At Ballarat’s UFS pharmacies, the real-time prescription monitoring system raises an orange or red warning flag several times an hour to alert pharmacists that a prescription has the potential to cause harm.
UFS head pharmacist Peter Fell said the first weeks of the scheme identified many ‘doctor shoppers’ who visit different GPs to get prescriptions for their drug of choice.
“Every time a GP or hospital prescribes drugs that are high risk or have high abuse potential, it goes in to a database and each time we have contact with a patient to dispense that script it goes in to the database,” Mr Fell said.
“A set of triggers in the database identifies patients at risk or patterns of potentially risky use and a green, orange or red flag pops up on the software,” he said.
The SafeScript program monitors Schedule 8 medicines such as morphine, oxycodone, codeine, diazepam, Stillnox, and many drugs used to treat anxiety.
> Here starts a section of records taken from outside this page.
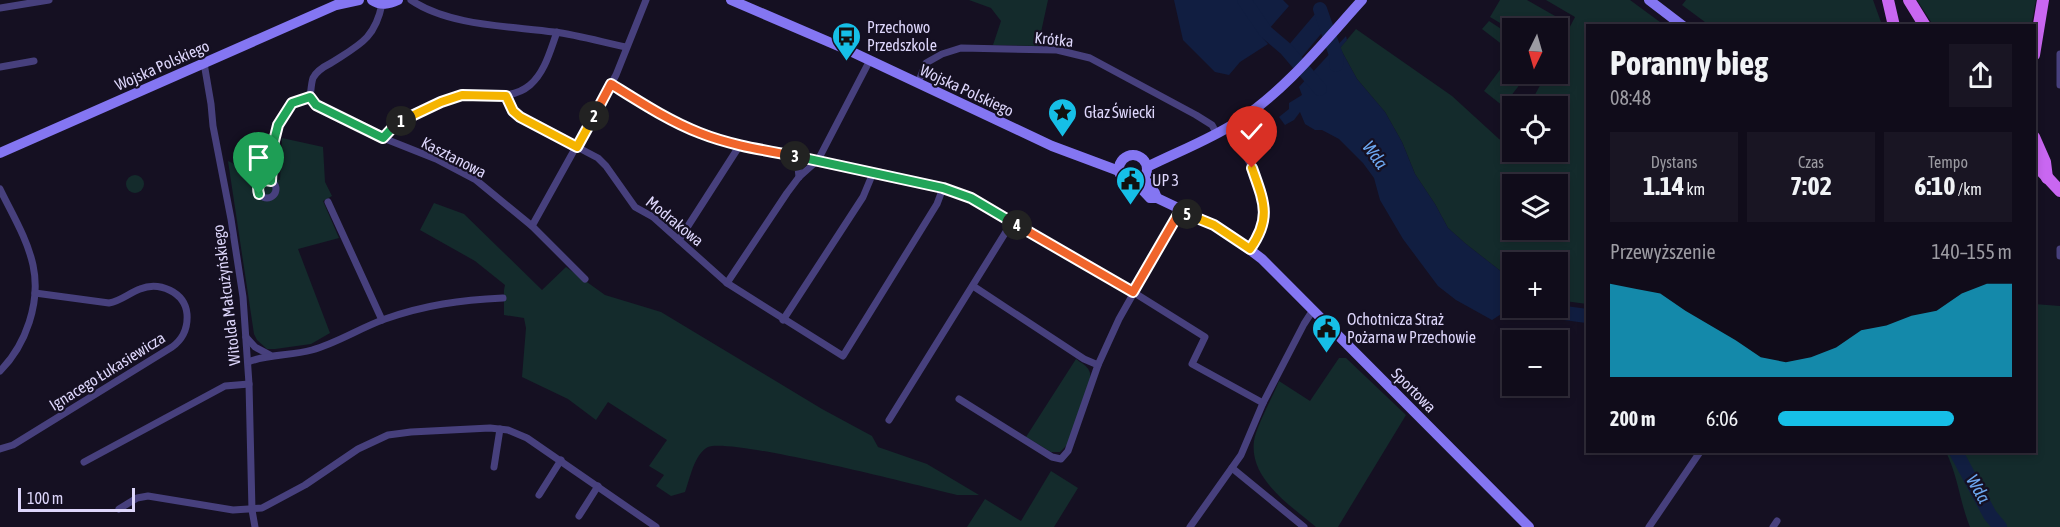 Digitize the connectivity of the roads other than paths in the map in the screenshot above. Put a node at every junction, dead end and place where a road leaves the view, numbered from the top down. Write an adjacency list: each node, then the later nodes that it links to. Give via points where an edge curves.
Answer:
1 (50, 0): 14 (street)
2 (359, 0): 12 (street, Wojska Polskiego)
3 (398, 0): 13 (street, via 390,4)
4 (411, 0): 18 (street, via 464,20)
5 (646, 0): 20 (street)
6 (731, 0): 22 (street, Wojska Polskiego)
7 (1362, 0): 31 (street, via 1280,88)
8 (1649, 0): 15 (street)
9 (1888, 0): 16 (main road)
10 (1910, 0): 17 (main road)
11 (2043, 0): 19 (main road)
12 (339, 2): 24 (street, Wojska Polskiego)
13 (377, 2): 30 (street, via 378,19 370,35 323,67 314,77)
14 (0, 8)
15 (1680, 24)
16 (1894, 24)
17 (1924, 24)
18 (557, 32): 20 (street); 29 (street, via 541,72 530,85)
19 (2036, 43)
20 (626, 48): 27 (street)
21 (2060, 54): 28 (street)
22 (870, 60): 26 (street, Wojska Polskiego); 39 (street)
23 (34, 61): 25 (street)
24 (204, 63): 37 (street, Wojska Polskiego); 68 (street, Witolda Małcużyńskiego, via 238,258)
25 (0, 67)
26 (918, 83): 31 (street, Krótka, via 926,63 955,50 1070,52 1090,58 1196,115 1212,125); 40 (street, Wojska Polskiego, via 1052,146)
27 (611, 84): 34 (street, via 686,127); 35 (street)
28 (2060, 85)
29 (506, 96): 32 (street, via 476,94 451,98 397,123); 35 (street, Modrakowa, via 520,117)
30 (310, 97): 32 (street, Kasztanowa, via 316,105); 47 (street, via 292,103 278,125)
31 (1217, 134): 42 (street)
32 (383, 138): 54 (street, Kasztanowa, via 476,180)
33 (2036, 142): 46 (main road)
34 (740, 145): 38 (street); 55 (street)
35 (577, 147): 54 (street); 55 (street, Modrakowa, via 598,158 635,207)
36 (1244, 152): 56 (street, via 1258,185 1265,216 1262,231)
37 (0, 153)
38 (792, 156): 39 (street); 45 (street)
39 (818, 160): 43 (street); 45 (street)
40 (1120, 166): 42 (street, via 1125,181); 42 (street, Wojska Polskiego, via 1132,155)
41 (2036, 166): 46 (main road)
42 (1143, 172): 52 (street, Sportowa, via 1157,198)
43 (873, 173): 48 (street); 67 (street, via 862,198)
44 (2036, 174): 46 (main road)
45 (799, 177): 60 (street)
46 (2047, 178): 50 (main road)
47 (271, 181)
48 (943, 188): 53 (street, via 971,198); 67 (street, Modrakowa, via 937,204 843,356)
49 (0, 189): 62 (street, via 30,254)
50 (2060, 191)
51 (327, 202): 66 (street)
52 (1180, 211): 56 (street, Sportowa, via 1214,225); 63 (street)
53 (1012, 222): 61 (street); 63 (street)
54 (532, 226): 59 (street, Kasztanowa)
55 (679, 240): 60 (street, Modrakowa)
56 (1250, 249): 65 (street, Sportowa)
57 (2060, 249): 58 (street)
58 (2060, 256)
59 (585, 279)
60 (728, 284): 67 (street, Modrakowa)
61 (973, 286): 71 (street); 76 (street)
62 (35, 292): 72 (street, via 23,338); 78 (street, Ignacego Łukasiewicza, via 109,303 145,287 167,289 184,303 186,328 172,347 13,445)
63 (1133, 292): 71 (street); 75 (street, via 1205,337 1192,364)
64 (503, 298): 66 (street, via 441,303)
65 (1313, 310): 75 (street); 93 (street, Sportowa)
66 (382, 320): 69 (street, via 311,350)
67 (783, 320)
68 (246, 337): 69 (street, via 260,350); 70 (street, Witolda Małcużyńskiego)
69 (276, 356): 70 (street)
70 (248, 362): 73 (street, Witolda Małcużyńskiego)
71 (1098, 365): 74 (street, via 1068,451 1061,459)
72 (0, 371)
73 (249, 384): 81 (street, via 225,386); 87 (street, Witolda Małcużyńskiego)
74 (959, 399)
75 (1263, 403): 83 (street)
76 (889, 420)
77 (500, 429): 80 (street, via 528,438); 82 (street); 87 (street, via 388,435 358,449 285,497)
78 (0, 449)
79 (1699, 453): 94 (street)
80 (561, 460): 84 (street); 85 (street)
81 (84, 462)
82 (494, 467)
83 (1232, 468): 91 (street); 92 (street)
84 (598, 486): 88 (street); 90 (street)
85 (539, 495)
86 (119, 509): 87 (street, via 148,496)
87 (252, 510): 89 (street, Witolda Małcużyńskiego)
88 (579, 516)
89 (255, 527)
90 (656, 527)
91 (1190, 527)
92 (1304, 527)
93 (1529, 527)
94 (1649, 527)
Multiple prescribers, multiple pharmacies or high levels of strong painkillers may trigger a warning, prompting pharmacists to look in to the patient’s history and talk to them before deciding whether to dispense the medication.
As well as eradicating doctor shopping among those dependent on prescription medication, the system can also help identify developing addictions or potential black market use.
Mr Fell said recently a patient was “red flagged” and their prescription denied after they were found to be taking far more than the prescribed dose of dexamphetamine.
“The fact we refused it is recorded so if they take the prescription to another pharmacist they would have access to that record,” Mr Fell said.
More than 400 sites across the Western Victoria Primary Health Network, including Ballarat, Maryborough, Ararat and Stawell, are part of the SafeScript trial.
“It certainly adds to our workload because of the extra step in reviewing the patient history and speaking to the patient, but no pharmacist would refuse such a useful tool to make sure there is no misuse or misadventure,” he said.
There were 414 Victorian deaths from prescription medicine overdoses last year. Ballarat averaged 5.1 overdose deaths per 100,000 people each year between 2009-2016.
Accidental drug-related death in Australia is more than double the road toll and higher than death from heroin or illicit drug use.
The cutting-edge SafeScript system came online in Western Victoria at the start of October and will be rolled out across the state in April.
“We said SafeScript would save lives and that’s exactly what this cutting-edge program is doing. Prescription drug dependency can happen to anyone and the consequences can be tragic,” said health minister Jenny Mikakos.
“Now, health professionals can access real-time information about a patient’s prescription history – and discuss with them the risks of using dangerous amounts of prescription medication.”